> [Required action]: Going through the entries below, tally the lines that hold the word "西湖西路" and state the result alone.

------------------------------------------------------------

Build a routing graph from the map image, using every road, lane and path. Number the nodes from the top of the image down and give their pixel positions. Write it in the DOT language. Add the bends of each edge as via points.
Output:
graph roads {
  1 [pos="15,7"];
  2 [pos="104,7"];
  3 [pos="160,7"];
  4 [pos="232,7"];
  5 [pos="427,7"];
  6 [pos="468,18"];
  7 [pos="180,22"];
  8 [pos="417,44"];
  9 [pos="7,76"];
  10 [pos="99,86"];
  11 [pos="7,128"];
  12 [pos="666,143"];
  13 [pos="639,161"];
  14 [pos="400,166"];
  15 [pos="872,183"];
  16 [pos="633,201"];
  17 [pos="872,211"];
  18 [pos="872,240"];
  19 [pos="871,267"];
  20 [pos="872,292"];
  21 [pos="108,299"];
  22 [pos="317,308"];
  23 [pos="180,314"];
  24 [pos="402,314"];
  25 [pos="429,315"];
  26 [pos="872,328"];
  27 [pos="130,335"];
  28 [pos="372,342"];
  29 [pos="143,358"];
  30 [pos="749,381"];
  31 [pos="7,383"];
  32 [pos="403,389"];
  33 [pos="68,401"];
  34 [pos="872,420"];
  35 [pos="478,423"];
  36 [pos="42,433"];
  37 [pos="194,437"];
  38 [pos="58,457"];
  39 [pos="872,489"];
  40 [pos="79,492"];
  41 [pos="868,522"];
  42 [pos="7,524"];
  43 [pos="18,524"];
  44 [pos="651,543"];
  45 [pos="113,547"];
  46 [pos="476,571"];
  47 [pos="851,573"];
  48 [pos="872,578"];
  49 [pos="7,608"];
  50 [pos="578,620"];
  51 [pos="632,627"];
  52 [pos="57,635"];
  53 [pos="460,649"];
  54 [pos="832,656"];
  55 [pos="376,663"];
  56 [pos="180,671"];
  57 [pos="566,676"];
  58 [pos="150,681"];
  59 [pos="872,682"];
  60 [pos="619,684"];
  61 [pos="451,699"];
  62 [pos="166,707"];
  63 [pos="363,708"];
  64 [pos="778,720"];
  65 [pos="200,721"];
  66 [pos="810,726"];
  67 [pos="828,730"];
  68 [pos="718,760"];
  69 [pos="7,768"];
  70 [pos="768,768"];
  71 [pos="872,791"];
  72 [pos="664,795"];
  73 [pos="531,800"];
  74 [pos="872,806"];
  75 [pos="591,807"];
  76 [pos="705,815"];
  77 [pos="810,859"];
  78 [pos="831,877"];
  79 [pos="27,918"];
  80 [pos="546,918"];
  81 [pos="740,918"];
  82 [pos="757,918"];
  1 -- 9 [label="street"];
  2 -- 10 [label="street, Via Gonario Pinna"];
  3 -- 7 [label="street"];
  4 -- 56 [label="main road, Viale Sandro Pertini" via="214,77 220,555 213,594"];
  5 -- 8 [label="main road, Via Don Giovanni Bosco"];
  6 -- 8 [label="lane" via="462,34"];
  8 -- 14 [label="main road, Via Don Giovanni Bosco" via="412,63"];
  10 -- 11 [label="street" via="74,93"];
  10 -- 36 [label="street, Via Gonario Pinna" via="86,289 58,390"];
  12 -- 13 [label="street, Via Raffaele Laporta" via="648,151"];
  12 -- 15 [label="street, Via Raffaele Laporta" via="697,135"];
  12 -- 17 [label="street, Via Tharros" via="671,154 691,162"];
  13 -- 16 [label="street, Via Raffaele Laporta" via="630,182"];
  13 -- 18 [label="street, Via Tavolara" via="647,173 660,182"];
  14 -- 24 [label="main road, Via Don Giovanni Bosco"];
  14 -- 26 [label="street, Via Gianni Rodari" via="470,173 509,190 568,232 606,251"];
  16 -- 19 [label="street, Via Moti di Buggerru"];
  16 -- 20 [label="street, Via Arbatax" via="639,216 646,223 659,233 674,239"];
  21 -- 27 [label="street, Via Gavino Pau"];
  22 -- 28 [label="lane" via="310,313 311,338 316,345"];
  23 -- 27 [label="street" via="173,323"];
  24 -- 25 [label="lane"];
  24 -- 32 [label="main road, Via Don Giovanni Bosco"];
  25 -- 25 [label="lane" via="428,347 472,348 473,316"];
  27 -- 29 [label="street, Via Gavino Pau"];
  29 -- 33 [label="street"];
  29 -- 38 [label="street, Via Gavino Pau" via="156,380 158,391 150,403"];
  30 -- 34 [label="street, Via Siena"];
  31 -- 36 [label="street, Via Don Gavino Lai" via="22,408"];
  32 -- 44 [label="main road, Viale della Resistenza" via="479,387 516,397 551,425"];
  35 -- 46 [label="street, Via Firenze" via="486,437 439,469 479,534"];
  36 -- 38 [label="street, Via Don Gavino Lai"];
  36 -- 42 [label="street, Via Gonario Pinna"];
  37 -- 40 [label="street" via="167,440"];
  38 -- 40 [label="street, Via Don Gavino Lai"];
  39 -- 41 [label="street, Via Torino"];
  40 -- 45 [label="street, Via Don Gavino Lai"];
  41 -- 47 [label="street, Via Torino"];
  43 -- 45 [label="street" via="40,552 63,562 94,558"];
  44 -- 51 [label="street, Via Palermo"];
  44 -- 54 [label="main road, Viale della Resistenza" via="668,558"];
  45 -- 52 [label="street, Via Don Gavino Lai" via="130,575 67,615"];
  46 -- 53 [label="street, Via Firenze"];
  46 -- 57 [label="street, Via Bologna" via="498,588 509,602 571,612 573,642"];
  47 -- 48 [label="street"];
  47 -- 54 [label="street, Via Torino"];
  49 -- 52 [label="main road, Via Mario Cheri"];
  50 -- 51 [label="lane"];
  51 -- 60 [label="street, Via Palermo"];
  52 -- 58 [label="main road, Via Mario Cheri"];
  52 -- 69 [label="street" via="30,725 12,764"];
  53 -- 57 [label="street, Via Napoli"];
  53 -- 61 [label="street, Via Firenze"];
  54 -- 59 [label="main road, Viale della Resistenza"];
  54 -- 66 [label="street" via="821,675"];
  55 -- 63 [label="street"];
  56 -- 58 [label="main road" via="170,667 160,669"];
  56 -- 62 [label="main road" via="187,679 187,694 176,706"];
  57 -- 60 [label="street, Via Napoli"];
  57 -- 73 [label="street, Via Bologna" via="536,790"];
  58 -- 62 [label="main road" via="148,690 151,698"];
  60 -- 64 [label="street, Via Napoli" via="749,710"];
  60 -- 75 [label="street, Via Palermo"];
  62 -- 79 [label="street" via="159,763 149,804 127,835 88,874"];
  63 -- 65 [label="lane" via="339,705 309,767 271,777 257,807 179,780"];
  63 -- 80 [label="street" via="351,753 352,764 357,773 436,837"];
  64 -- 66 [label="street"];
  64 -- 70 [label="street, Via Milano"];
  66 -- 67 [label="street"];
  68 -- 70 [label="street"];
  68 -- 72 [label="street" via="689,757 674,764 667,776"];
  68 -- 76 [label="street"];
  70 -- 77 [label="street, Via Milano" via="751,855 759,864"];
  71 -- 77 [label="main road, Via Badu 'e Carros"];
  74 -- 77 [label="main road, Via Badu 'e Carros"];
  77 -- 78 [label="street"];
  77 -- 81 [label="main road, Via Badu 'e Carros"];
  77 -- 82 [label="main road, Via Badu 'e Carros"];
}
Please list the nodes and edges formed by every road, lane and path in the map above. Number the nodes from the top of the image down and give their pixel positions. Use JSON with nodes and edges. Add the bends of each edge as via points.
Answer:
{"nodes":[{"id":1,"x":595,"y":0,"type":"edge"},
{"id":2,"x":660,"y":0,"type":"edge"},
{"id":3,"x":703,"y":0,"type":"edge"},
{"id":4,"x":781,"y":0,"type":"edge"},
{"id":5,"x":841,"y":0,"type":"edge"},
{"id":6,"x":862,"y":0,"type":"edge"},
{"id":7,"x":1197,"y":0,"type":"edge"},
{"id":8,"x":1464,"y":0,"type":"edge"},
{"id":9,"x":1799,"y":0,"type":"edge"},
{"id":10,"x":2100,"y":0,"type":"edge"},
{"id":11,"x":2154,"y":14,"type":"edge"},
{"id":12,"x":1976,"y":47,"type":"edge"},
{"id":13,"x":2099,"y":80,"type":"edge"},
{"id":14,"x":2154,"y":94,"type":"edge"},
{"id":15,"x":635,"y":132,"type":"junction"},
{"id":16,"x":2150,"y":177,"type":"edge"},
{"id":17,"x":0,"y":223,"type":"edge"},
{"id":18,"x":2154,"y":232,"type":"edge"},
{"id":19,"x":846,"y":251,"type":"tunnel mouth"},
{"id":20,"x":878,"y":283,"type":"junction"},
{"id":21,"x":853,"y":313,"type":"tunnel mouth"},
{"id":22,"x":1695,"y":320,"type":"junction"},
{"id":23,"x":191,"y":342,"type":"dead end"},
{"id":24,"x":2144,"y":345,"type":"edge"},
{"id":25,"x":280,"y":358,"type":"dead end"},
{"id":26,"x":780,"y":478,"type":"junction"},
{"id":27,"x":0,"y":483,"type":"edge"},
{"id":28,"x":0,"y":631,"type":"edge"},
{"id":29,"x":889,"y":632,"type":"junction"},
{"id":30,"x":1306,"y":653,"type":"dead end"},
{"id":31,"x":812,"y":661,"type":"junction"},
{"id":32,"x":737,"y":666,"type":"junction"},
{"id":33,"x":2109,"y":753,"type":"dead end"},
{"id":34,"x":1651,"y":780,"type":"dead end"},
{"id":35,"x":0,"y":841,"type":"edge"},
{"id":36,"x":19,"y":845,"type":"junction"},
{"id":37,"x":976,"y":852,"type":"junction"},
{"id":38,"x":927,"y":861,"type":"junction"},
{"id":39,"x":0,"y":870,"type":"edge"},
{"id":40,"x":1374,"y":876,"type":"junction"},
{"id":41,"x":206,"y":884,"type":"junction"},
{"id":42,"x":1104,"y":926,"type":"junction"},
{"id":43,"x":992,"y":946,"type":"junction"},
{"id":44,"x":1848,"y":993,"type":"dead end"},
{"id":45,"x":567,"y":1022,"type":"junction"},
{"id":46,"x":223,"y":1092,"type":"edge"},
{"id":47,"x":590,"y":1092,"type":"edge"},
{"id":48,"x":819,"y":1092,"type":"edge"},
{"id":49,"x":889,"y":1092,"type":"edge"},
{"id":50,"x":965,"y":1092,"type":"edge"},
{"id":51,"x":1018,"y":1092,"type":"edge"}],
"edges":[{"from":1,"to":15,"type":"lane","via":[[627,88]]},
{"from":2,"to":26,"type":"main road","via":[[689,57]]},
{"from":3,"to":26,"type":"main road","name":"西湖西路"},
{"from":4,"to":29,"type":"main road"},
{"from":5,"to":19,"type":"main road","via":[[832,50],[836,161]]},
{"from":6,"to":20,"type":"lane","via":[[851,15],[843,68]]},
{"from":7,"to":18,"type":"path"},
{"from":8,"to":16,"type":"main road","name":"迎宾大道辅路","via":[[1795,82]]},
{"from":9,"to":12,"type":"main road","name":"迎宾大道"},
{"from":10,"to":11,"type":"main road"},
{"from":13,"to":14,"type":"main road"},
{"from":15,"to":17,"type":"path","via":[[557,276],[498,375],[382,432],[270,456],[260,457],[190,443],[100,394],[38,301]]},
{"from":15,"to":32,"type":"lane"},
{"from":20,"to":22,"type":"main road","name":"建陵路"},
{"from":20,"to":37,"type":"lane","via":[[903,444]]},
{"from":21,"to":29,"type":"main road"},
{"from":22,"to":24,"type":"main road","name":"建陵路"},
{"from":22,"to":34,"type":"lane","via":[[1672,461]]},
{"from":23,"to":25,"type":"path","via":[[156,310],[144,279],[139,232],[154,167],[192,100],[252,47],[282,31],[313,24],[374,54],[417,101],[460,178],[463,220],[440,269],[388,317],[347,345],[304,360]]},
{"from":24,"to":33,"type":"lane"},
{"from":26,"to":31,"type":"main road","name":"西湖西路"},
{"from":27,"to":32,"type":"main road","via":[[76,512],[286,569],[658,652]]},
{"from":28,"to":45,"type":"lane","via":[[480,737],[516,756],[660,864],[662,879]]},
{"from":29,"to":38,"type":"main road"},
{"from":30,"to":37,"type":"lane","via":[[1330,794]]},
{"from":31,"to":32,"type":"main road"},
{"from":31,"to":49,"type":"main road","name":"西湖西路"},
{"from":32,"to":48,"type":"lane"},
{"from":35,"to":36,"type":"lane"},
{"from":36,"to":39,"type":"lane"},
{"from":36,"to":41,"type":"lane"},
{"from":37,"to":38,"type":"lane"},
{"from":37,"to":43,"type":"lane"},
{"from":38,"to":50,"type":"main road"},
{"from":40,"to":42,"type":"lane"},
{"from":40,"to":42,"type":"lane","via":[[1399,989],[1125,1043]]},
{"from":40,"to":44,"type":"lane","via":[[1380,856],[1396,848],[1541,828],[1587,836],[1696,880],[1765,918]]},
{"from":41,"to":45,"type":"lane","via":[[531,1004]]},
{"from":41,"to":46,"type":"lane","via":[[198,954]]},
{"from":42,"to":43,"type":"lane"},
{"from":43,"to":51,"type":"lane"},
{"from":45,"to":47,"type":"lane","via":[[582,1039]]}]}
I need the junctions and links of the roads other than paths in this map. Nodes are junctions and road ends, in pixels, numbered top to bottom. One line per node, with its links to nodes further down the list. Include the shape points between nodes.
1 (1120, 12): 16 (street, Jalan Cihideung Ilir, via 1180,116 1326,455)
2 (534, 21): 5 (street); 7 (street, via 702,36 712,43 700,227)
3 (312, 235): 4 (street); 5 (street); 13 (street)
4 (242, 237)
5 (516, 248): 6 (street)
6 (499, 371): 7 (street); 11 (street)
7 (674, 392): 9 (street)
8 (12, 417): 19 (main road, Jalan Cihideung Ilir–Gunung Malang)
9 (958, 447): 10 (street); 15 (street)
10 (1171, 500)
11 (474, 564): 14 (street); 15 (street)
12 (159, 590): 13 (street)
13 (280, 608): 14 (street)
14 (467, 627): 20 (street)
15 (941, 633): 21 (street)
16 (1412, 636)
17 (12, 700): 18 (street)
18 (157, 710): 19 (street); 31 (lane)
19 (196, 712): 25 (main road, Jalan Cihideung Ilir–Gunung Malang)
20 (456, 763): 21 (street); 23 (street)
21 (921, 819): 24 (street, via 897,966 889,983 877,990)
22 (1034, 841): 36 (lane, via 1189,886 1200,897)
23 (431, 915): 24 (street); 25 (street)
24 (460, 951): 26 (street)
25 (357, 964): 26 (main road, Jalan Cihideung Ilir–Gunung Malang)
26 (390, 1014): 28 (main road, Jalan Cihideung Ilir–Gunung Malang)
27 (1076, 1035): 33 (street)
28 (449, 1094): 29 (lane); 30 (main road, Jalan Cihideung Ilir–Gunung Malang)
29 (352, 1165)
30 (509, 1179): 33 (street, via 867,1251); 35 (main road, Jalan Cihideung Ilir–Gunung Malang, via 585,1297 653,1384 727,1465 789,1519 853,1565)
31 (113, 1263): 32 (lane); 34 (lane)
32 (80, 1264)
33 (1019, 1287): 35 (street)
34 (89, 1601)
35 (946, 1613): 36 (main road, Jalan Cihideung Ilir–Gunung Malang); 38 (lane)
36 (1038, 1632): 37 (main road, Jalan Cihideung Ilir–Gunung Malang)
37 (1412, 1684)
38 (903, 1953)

------------------------------------------------------------

> [Written solution]: 3